There’s no secret that I love pizza, and after working at two restaurants in Naples, Italy, I know pizza on both sides of the pond (and I love both versions). This recipe combines some features of Italian, and American pizza, and as an interesting twist, we’ll be using a piece of puff pastry for the crust.
Mix together two teaspoons each of the following dried spices: basil, oregano, rosemary, marjoram, thyme, and crushed red pepper.
Chef's Tip: If you don't like it hot, you might want to go easy on the red pepper.
Place in food processor or mini prep, and grind to desired consistency.
Chef’s Note: If you have your own Italian seasoning, feel free to use it.
INFUSED OLIVE OIL
Warm up the olive oil (microwave is fine), and then add the smashed garlic clove.

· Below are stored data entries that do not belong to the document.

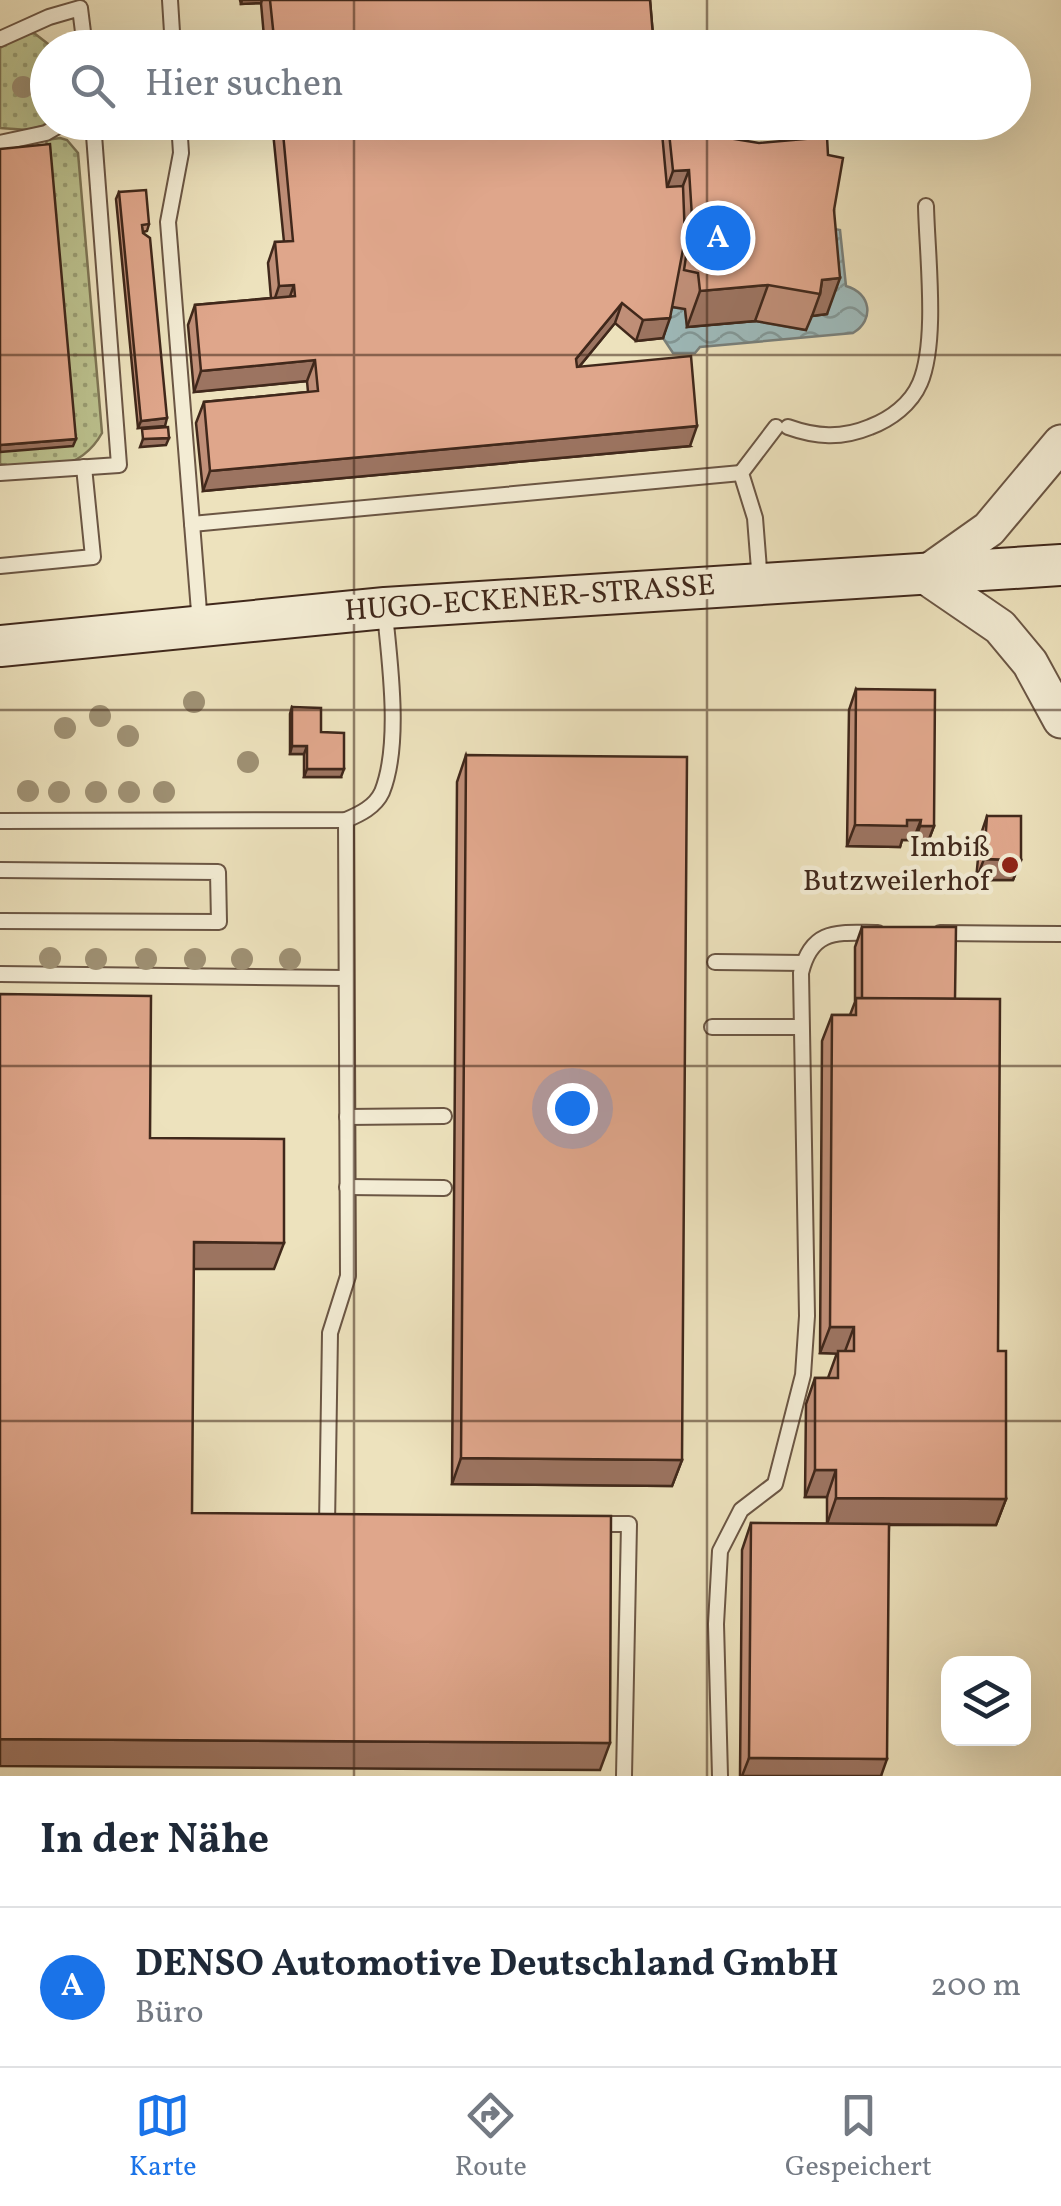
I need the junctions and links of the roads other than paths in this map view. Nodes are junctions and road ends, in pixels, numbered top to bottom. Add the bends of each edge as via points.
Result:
1 (41, 0) edge
2 (170, 0) edge
3 (43, 20) junction
4 (83, 30) edge
5 (172, 30) edge
6 (0, 39) edge
7 (30, 136) edge
8 (94, 140) edge
9 (180, 140) edge
10 (0, 143) edge
11 (926, 206) dead end
12 (1061, 443) edge
13 (84, 467) junction
14 (0, 473) edge
15 (741, 473) junction
16 (192, 524) junction
17 (1061, 565) edge
18 (0, 566) edge
19 (924, 575) junction
20 (760, 584) junction
21 (385, 608) junction
22 (200, 626) junction
23 (0, 646) edge
24 (1061, 720) edge
25 (346, 820) junction
26 (0, 822) edge
27 (0, 870) edge
28 (0, 921) edge
29 (902, 933) edge
30 (921, 933) edge
31 (1061, 934) edge
32 (715, 962) dead end
33 (803, 963) junction
34 (0, 974) edge
35 (346, 978) junction
36 (712, 1027) dead end
37 (800, 1028) junction
38 (444, 1116) dead end
39 (347, 1117) junction
40 (348, 1187) junction
41 (444, 1188) dead end
42 (572, 1524) edge
43 (346, 1525) edge
44 (624, 1776) edge
45 (720, 1776) edge

1 - 3 lane
2 - 5 lane
3 - 4 lane via 80,8
3 - 6 lane
7 - 10 lane
8 - 13 lane via 118,465
9 - 16 lane via 168,222
11 - 15 lane via 928,361 919,387 900,411 850,435 813,436 782,427
12 - 19 street via 989,529
13 - 14 lane
13 - 18 lane via 93,557
15 - 16 lane
15 - 20 lane via 755,518
16 - 22 lane
17 - 19 main road, HUGO-ECKENER-STRASSE
19 - 20 main road, HUGO-ECKENER-STRASSE
19 - 24 street via 1000,626 1030,663
20 - 21 main road, HUGO-ECKENER-STRASSE
21 - 22 main road, HUGO-ECKENER-STRASSE
21 - 25 lane via 389,760 381,795
22 - 23 main road, HUGO-ECKENER-STRASSE
25 - 26 lane
25 - 35 lane
27 - 28 lane via 218,872 219,922
29 - 33 lane via 823,936
30 - 31 lane
32 - 33 lane
33 - 37 lane
34 - 35 lane
35 - 39 lane
36 - 37 lane
37 - 45 lane via 804,1375 775,1484 741,1510 720,1551
38 - 39 lane
39 - 40 lane
40 - 41 lane
40 - 43 lane via 348,1276 330,1333 328,1525
42 - 44 lane via 629,1524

Allow the oil to rest for a minimum of 1 hour.
Remove the garlic, and reserve the infused oil.
THE PIZZA SAUCE
In a small bowl, mix the ingredients together, and then add 1 teaspoon Italian seasoning, or to taste.
Cover and place in the refrigerator for a couple of hours, or overnight.
Chef’s Note: The previous step is optional; however, it will give the sauce ingredients a chance to get to know each other.
Cook and prepare your favorite protein (chicken, sausage, pepperoni), and reserve.
Chef’s Tip: Pepperoni can be a bit on the greasy side. To eliminate much of that grease, put the cut pepperoni between two paper towels, and put in the microwave for about 30 seconds on high. The paper towels should absorb most of the grease, and leave you with nice pepperoni slices.
Place a pizza stone (preferred) or a baking sheet on the lower rack of your oven, and then preheat to 400f/205c.
Take the sheet of thawed puff pastry and roll out on a lightly floured surface.
Use a fork to dock the puff pastry, and leave about a 1/2 inch border around the edges.
Chef's Note: What is docking? Docking is the process of piercing the dough with something like a fork. This prevents the dough from rising as much in the docked areas.
Brush with the infused olive oil.
Spread the pizza sauce on top, leaving a 1/2-inch border all around.
Add the sausage, chicken, pepperoni, or whatever you’re using.
Add the mozzarella and parmesan cheeses.
Top with the thinly sliced onion.
Chef’s Tip: If you have a mandolin, you can use it to thinly slice the onions… the thinner the better.
Use a pizza peel to place the pizza into the preheated oven.
Bake until the pastry is golden brown and the cheese is melted and beginning to brown on top, about 20-25 minutes.
Add the torn basil, cut the pizza into squares, and serve. Enjoy.